* _What you will do_
Please show every line from the entries that carries the word "Edgemont".

(Data extracted from a collection)

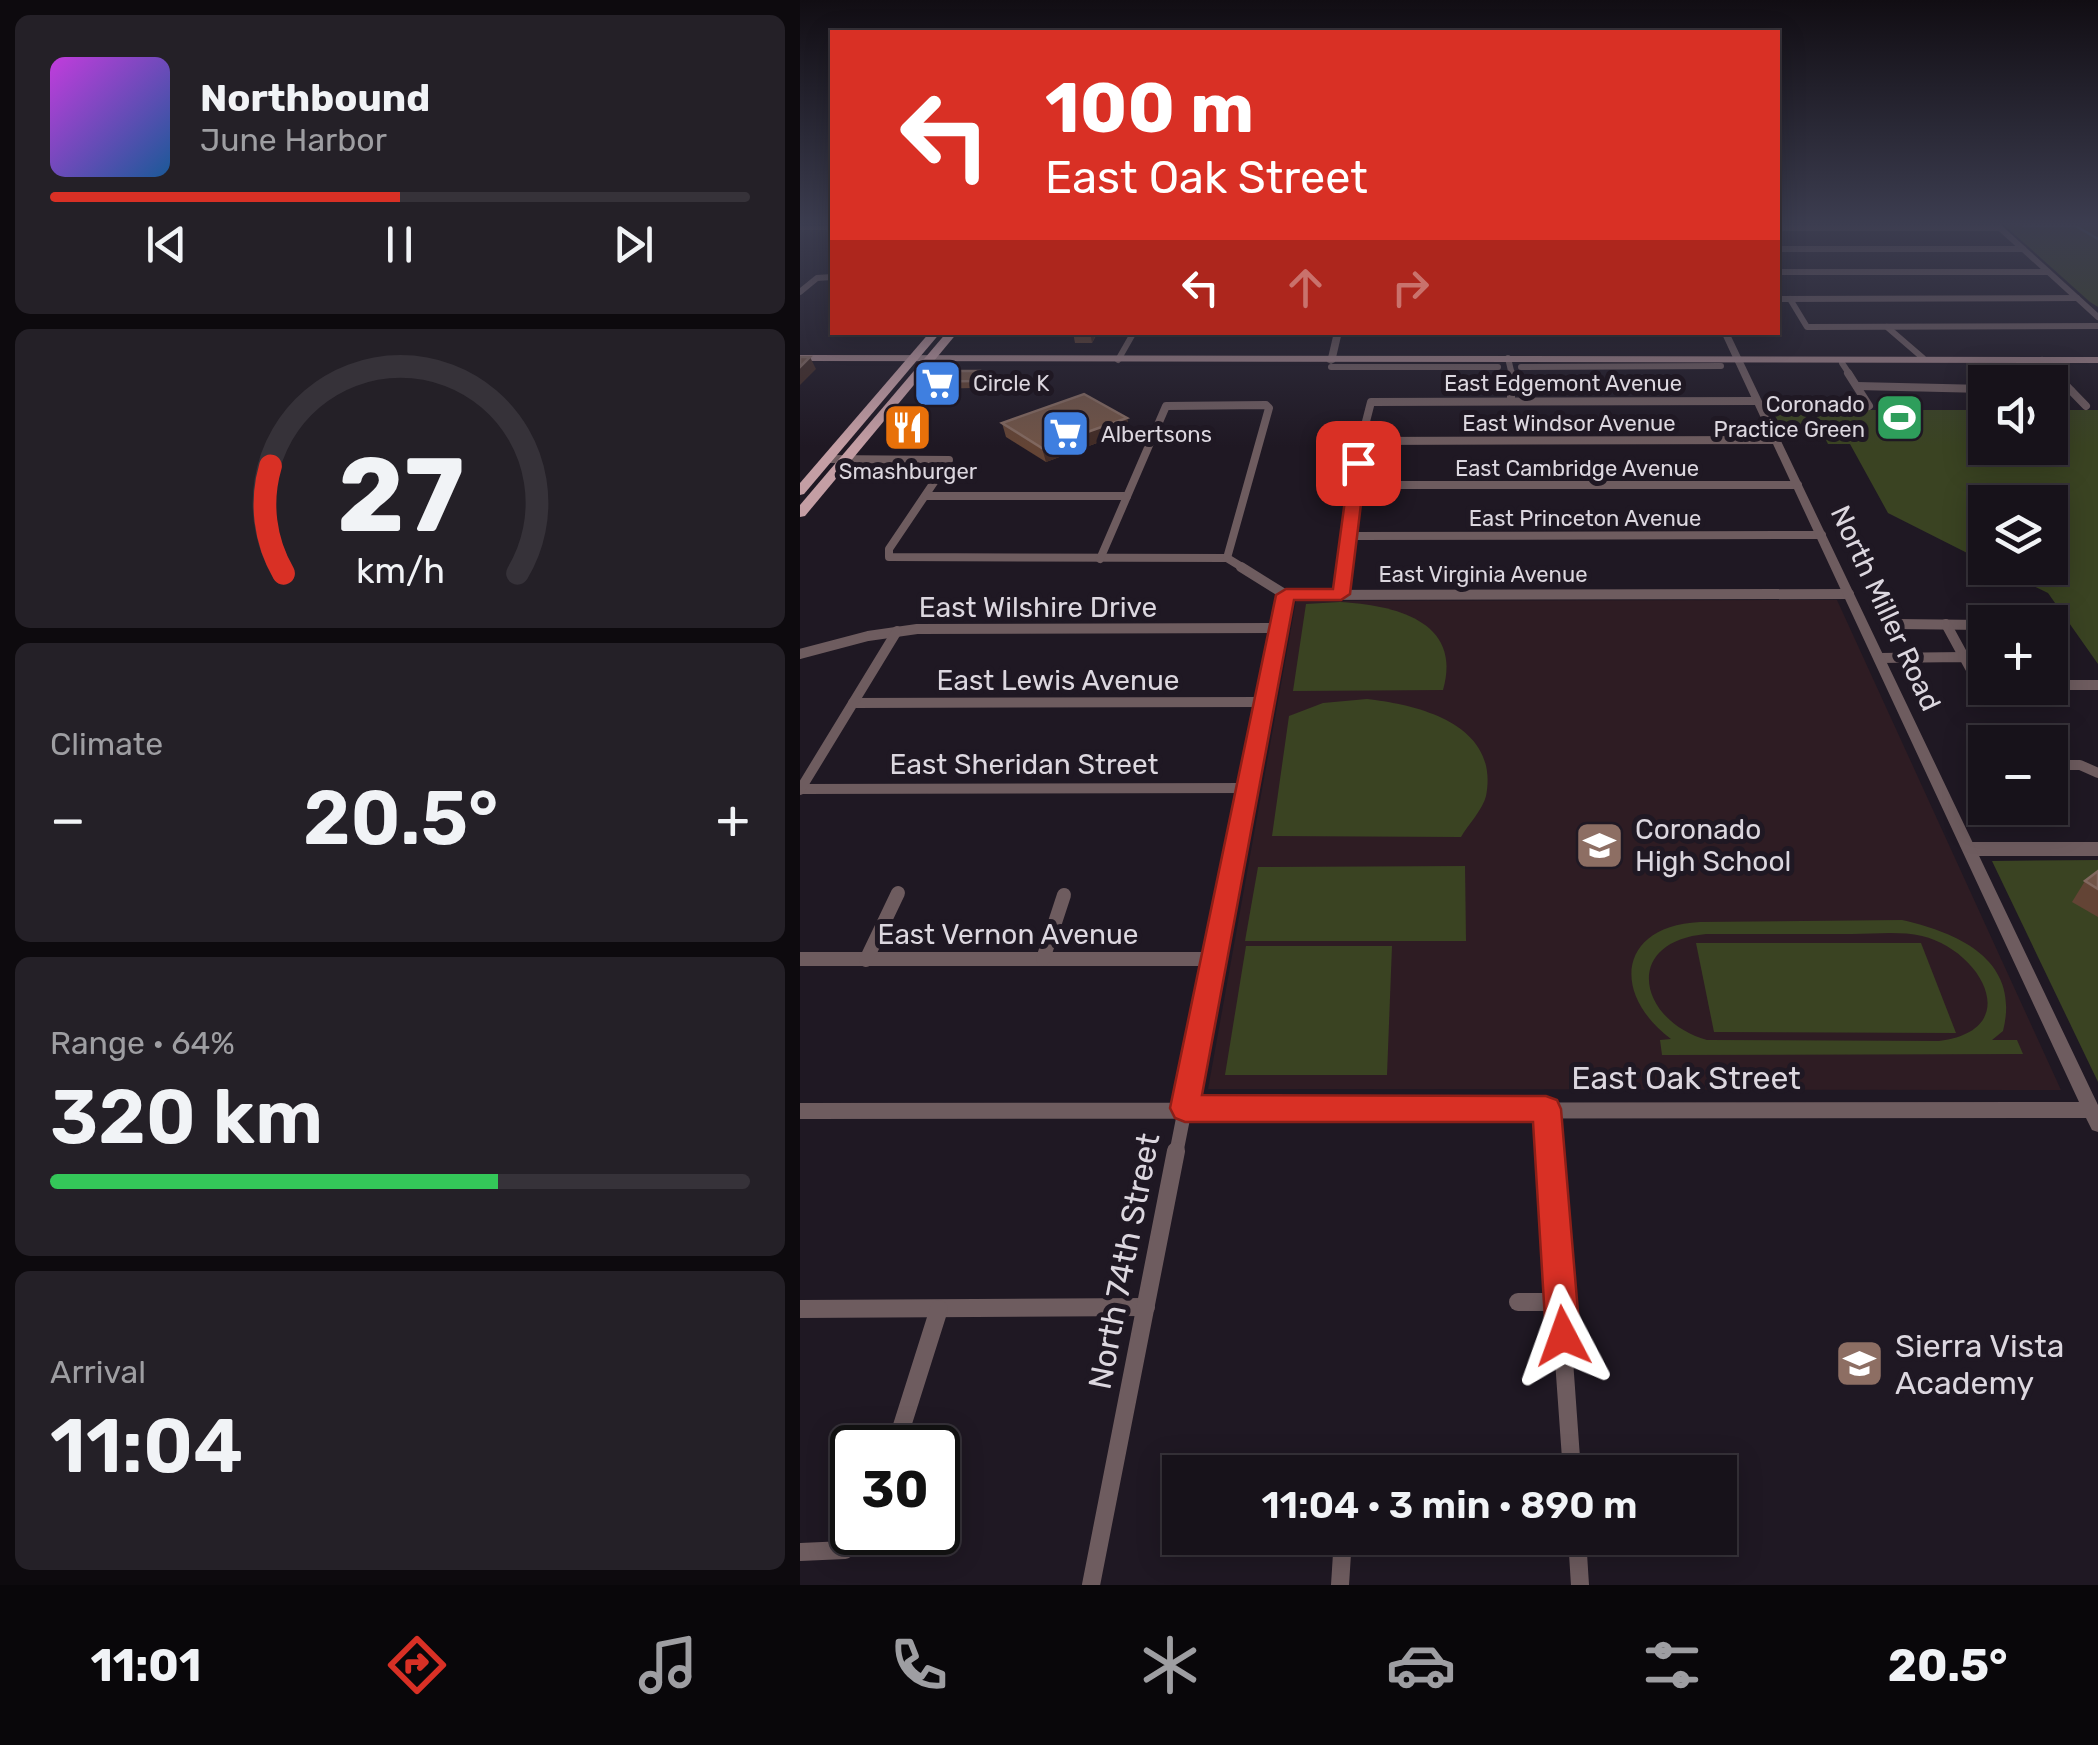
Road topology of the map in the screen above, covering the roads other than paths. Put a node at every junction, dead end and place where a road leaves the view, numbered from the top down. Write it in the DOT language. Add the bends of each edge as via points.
graph roads {
  1 [pos="1780,299"];
  2 [pos="1790,299"];
  3 [pos="1800,299"];
  4 [pos="2078,299"];
  5 [pos="2098,316"];
  6 [pos="1887,326"];
  7 [pos="2098,326"];
  8 [pos="933,335"];
  9 [pos="951,335"];
  10 [pos="1132,335"];
  11 [pos="1337,335"];
  12 [pos="1727,335"];
  13 [pos="1922,358"];
  14 [pos="1118,360"];
  15 [pos="1737,360"];
  16 [pos="2042,360"];
  17 [pos="2098,360"];
  18 [pos="911,361"];
  19 [pos="931,361"];
  20 [pos="800,362"];
  21 [pos="1479,362"];
  22 [pos="1505,362"];
  23 [pos="1536,362"];
  24 [pos="1842,362"];
  25 [pos="1331,363"];
  26 [pos="1673,364"];
  27 [pos="1721,366"];
  28 [pos="1521,367"];
  29 [pos="1856,386"];
  30 [pos="1968,389"];
  31 [pos="2068,391"];
  32 [pos="2071,391"];
  33 [pos="1511,396"];
  34 [pos="1756,401"];
  35 [pos="1869,406"];
  36 [pos="2086,406"];
  37 [pos="846,437"];
  38 [pos="866,437"];
  39 [pos="1776,440"];
  40 [pos="1362,441"];
  41 [pos="827,459"];
  42 [pos="846,459"];
  43 [pos="1355,485"];
  44 [pos="1798,485"];
  45 [pos="800,490"];
  46 [pos="926,496"];
  47 [pos="1127,496"];
  48 [pos="800,514"];
  49 [pos="1822,535"];
  50 [pos="1349,536"];
  51 [pos="1100,558"];
  52 [pos="1227,558"];
  53 [pos="1341,594"];
  54 [pos="1849,594"];
  55 [pos="1286,595"];
  56 [pos="1895,624"];
  57 [pos="1946,624"];
  58 [pos="1968,625"];
  59 [pos="1278,628"];
  60 [pos="897,631"];
  61 [pos="800,654"];
  62 [pos="1964,657"];
  63 [pos="1880,658"];
  64 [pos="1968,664"];
  65 [pos="2068,684"];
  66 [pos="2098,684"];
  67 [pos="1263,702"];
  68 [pos="853,704"];
  69 [pos="2068,767"];
  70 [pos="2094,770"];
  71 [pos="1247,788"];
  72 [pos="800,789"];
  73 [pos="1970,849"];
  74 [pos="2098,849"];
  75 [pos="898,893"];
  76 [pos="1064,894"];
  77 [pos="1044,959"];
  78 [pos="1215,959"];
  79 [pos="800,960"];
  80 [pos="866,960"];
  81 [pos="1185,1108"];
  82 [pos="1546,1109"];
  83 [pos="800,1111"];
  84 [pos="2095,1117"];
  85 [pos="1518,1302"];
  86 [pos="1561,1302"];
  87 [pos="1146,1307"];
  88 [pos="939,1308"];
  89 [pos="800,1309"];
  90 [pos="901,1425"];
  91 [pos="1571,1455"];
  92 [pos="800,1552"];
  93 [pos="830,1554"];
  94 [pos="1342,1555"];
  95 [pos="1577,1555"];
  96 [pos="1091,1585"];
  97 [pos="1340,1585"];
  98 [pos="1580,1585"];
  1 -- 2 [label="street"];
  2 -- 3 [label="street"];
  2 -- 6 [label="street" via="1807,327"];
  4 -- 5 [label="street"];
  6 -- 7 [label="street"];
  6 -- 13 [label="street"];
  8 -- 18 [label="main road"];
  9 -- 19 [label="main road"];
  10 -- 14 [label="street"];
  11 -- 25 [label="street"];
  12 -- 15 [label="street, North Miller Road"];
  13 -- 15 [label="main road"];
  13 -- 16 [label="main road"];
  14 -- 19 [label="main road"];
  14 -- 25 [label="main road"];
  15 -- 23 [label="main road"];
  15 -- 24 [label="main road"];
  15 -- 26 [label="main road"];
  15 -- 34 [label="street, North Miller Road"];
  16 -- 17 [label="main road"];
  16 -- 24 [label="main road"];
  16 -- 32 [label="street"];
  18 -- 19 [label="main road"];
  18 -- 20 [label="main road"];
  18 -- 37 [label="main road"];
  19 -- 38 [label="main road"];
  21 -- 22 [label="main road"];
  21 -- 25 [label="main road"];
  21 -- 25 [label="main road"];
  22 -- 23 [label="main road"];
  22 -- 33 [label="street"];
  23 -- 26 [label="main road"];
  23 -- 28 [label="street"];
  24 -- 29 [label="street"];
  26 -- 27 [label="street"];
  29 -- 30 [label="street"];
  29 -- 35 [label="street"];
  31 -- 32 [label="street"];
  32 -- 36 [label="street"];
  33 -- 34 [label="street, East Edgemont Avenue"];
  33 -- 40 [label="street, East Edgemont Avenue" via="1371,402"];
  34 -- 39 [label="street, North Miller Road"];
  37 -- 38 [label="main road"];
  37 -- 41 [label="main road"];
  38 -- 42 [label="main road"];
  39 -- 40 [label="street, East Windsor Avenue"];
  39 -- 44 [label="street, North Miller Road"];
  40 -- 43 [label="street"];
  41 -- 42 [label="street"];
  41 -- 45 [label="main road"];
  42 -- 46 [label="street" via="949,460"];
  42 -- 48 [label="main road"];
  43 -- 44 [label="street, East Cambridge Avenue"];
  43 -- 50 [label="street"];
  44 -- 49 [label="street, North Miller Road"];
  46 -- 47 [label="street"];
  46 -- 51 [label="street" via="888,549 889,557"];
  47 -- 51 [label="street"];
  47 -- 52 [label="street" via="1170,404 1266,405"];
  49 -- 50 [label="street, East Princeton Avenue"];
  49 -- 54 [label="street, North Miller Road"];
  50 -- 53 [label="street"];
  51 -- 52 [label="street"];
  52 -- 55 [label="street"];
  53 -- 54 [label="street, East Virginia Avenue"];
  53 -- 55 [label="street, East Virginia Avenue"];
  54 -- 63 [label="street, North Miller Road"];
  55 -- 59 [label="street, North 74th Street"];
  56 -- 57 [label="street"];
  57 -- 58 [label="street"];
  57 -- 62 [label="street"];
  59 -- 60 [label="street, East Wilshire Drive"];
  59 -- 67 [label="street, North 74th Street"];
  60 -- 61 [label="street, East Wilshire Drive"];
  60 -- 68 [label="street"];
  62 -- 63 [label="street"];
  62 -- 64 [label="street"];
  63 -- 73 [label="street, North Miller Road"];
  65 -- 66 [label="street"];
  67 -- 68 [label="street, East Lewis Avenue"];
  67 -- 71 [label="street, North 74th Street"];
  68 -- 72 [label="street"];
  69 -- 70 [label="street"];
  71 -- 72 [label="street, East Sheridan Street"];
  71 -- 78 [label="street, North 74th Street"];
  73 -- 74 [label="street"];
  73 -- 84 [label="street, North Miller Road"];
  75 -- 80 [label="street"];
  76 -- 77 [label="street"];
  77 -- 78 [label="street, East Vernon Avenue"];
  77 -- 80 [label="street, East Vernon Avenue"];
  78 -- 81 [label="street, North 74th Street"];
  79 -- 80 [label="street, East Vernon Avenue"];
  81 -- 82 [label="street, East Oak Street"];
  81 -- 83 [label="street, East Oak Street"];
  81 -- 87 [label="street, North 74th Street"];
  82 -- 84 [label="street, East Oak Street"];
  82 -- 86 [label="street"];
  85 -- 86 [label="street"];
  86 -- 91 [label="street"];
  87 -- 88 [label="street"];
  87 -- 96 [label="street, North 74th Street"];
  88 -- 89 [label="street"];
  88 -- 90 [label="street"];
  92 -- 93 [label="street"];
  94 -- 97 [label="street"];
  95 -- 98 [label="street"];
}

* _Exercise response_
  33 -- 34 [label="street, East Edgemont Avenue"];
  33 -- 40 [label="street, East Edgemont Avenue" via="1371,402"];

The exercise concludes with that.